A ação antropogênica é uma força determinante no modelamento do relevo, pois
mesmos os elementos estruturais que atuam como os agentes de configuração das
formas, são também influenciados pelo homem, na medida em que se constituem em
fonte de recursos a suas atividades produtivas. Para Falcão Sobrinho (2007) a ação
humana tem uma relação direta com a dimensão que ele estabelece com o lugar em que
vive, com o seu modo de vida e gênero que lhe é congênere, pois este determina o tipo
de uso que é dado a Terra.
Ab’Sáber (1977) menciona que cada paisagem é também os espaços ecológicos,
são complicadas heranças, um legado que acumula interferências gestadas ao longo de
tempos imensos e são de difícil acompanhamento. “herança de processos geológicos e
fisiográficos. Herança de uma longa história vegetacional, traduzida em biodiversidades
regionais” (AB’SÁBER 1977, p. 01).
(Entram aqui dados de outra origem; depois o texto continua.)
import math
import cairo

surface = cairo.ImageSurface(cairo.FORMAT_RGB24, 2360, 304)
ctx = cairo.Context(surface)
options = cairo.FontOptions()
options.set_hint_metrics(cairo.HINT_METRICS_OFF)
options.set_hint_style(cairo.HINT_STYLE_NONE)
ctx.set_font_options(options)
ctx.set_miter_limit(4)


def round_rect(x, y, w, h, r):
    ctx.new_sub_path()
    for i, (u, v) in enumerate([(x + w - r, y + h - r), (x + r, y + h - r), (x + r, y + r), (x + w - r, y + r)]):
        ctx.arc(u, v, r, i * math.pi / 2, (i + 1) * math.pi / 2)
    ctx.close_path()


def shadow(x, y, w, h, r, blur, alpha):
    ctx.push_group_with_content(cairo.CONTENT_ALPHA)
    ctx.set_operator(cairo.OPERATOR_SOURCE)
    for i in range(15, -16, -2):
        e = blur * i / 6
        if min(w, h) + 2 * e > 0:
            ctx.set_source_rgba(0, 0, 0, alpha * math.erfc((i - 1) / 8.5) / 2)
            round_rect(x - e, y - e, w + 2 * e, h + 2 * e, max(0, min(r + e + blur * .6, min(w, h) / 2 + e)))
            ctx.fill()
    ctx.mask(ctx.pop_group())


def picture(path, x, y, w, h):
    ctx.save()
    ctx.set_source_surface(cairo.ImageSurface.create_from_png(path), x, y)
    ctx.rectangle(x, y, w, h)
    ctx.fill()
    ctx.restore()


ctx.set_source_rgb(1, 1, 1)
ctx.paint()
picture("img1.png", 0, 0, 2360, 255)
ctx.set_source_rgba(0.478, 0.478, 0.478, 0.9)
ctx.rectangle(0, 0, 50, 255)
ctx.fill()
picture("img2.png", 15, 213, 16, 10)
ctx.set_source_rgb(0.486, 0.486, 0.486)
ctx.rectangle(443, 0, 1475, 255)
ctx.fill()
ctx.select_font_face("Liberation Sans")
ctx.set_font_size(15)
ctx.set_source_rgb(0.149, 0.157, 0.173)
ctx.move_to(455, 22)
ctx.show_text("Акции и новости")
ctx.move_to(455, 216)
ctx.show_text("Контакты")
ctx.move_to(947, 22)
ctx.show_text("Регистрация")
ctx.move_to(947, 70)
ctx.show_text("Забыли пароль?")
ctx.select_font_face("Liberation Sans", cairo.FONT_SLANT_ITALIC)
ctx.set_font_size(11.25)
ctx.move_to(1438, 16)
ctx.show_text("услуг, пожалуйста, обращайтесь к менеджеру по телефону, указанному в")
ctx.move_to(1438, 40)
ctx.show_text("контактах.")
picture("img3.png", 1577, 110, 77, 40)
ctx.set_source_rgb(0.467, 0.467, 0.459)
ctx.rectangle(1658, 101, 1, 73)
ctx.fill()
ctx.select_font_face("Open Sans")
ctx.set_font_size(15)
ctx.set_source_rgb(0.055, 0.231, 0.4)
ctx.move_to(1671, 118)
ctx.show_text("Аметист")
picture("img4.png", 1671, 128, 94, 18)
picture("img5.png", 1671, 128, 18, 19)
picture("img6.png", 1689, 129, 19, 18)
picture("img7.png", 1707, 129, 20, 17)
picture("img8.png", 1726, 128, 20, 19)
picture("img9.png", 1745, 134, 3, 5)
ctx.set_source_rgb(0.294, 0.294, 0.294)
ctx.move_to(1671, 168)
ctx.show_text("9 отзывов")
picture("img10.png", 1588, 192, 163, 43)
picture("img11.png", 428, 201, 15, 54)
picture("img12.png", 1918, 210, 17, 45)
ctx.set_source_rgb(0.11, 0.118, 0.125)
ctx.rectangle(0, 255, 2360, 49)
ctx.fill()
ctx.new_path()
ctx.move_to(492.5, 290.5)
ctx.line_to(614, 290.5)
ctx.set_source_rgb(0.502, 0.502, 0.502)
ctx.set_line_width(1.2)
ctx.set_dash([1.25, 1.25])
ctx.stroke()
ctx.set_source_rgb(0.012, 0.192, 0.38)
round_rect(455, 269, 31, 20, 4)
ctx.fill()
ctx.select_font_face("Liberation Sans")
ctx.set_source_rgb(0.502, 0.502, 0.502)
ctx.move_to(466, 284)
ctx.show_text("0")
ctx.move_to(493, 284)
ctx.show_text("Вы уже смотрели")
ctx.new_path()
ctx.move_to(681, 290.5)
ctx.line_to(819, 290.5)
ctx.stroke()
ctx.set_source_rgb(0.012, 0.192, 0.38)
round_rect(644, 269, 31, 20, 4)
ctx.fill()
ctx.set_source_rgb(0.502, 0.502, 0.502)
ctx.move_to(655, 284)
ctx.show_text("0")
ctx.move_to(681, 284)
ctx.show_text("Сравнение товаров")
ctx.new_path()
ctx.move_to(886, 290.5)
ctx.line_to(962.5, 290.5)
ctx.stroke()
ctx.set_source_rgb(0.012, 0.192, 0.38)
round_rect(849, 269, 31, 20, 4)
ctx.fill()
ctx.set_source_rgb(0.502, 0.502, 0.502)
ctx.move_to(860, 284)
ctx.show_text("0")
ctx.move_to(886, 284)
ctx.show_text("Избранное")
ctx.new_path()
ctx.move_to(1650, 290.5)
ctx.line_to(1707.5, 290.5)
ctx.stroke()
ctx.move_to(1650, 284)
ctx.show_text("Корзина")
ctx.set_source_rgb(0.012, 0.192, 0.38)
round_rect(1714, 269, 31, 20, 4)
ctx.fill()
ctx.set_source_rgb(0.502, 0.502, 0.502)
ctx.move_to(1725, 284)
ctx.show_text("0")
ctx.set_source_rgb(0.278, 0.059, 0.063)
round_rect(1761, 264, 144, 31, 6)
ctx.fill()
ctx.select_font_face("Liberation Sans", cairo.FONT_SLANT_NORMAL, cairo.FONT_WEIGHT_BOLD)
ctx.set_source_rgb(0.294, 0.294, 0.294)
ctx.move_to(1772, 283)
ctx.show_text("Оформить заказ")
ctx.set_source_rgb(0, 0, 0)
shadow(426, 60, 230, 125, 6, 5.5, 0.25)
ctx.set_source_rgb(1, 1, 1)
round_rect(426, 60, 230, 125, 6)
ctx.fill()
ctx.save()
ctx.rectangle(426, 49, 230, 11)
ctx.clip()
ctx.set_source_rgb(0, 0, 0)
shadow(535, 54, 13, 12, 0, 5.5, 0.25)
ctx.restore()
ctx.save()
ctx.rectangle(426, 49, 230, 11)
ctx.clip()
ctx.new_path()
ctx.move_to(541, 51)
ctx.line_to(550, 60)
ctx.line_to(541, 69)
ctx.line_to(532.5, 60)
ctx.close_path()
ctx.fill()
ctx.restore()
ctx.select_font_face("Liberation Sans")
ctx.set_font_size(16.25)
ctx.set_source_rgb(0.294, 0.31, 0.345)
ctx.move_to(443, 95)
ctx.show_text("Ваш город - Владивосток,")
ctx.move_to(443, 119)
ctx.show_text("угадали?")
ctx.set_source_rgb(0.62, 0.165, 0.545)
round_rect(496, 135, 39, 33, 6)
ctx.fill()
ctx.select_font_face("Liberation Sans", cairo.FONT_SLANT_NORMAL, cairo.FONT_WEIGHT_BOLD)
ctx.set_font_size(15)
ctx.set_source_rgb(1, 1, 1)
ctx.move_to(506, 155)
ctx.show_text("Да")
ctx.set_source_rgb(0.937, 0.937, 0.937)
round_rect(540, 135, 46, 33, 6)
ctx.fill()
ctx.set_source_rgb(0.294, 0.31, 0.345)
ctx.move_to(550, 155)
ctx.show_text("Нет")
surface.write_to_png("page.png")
Desde modo, as formas assumidas pelo relevo são
de grande relevância aos estudos que relacionam a intervenções pontuais ou intensivas
sobre a paisagem.
Deste modo, para Ross (2006, p. 61):
Para cada ambiente natural, é possível e desejável o desenvolvimento de
atividades produtivas, que sejam compatíveis com suas potencialidades, de
um lado, e com suas fragilidades ambientais, de outro. Nesse contexto, o relevo funciona como variável importante, indicador dos diferentes
ambientes que favorecem ou dificultam as práticas econômicas, responsáveis
pelos arranjos espaciais e pelo processo de produção dos espaços.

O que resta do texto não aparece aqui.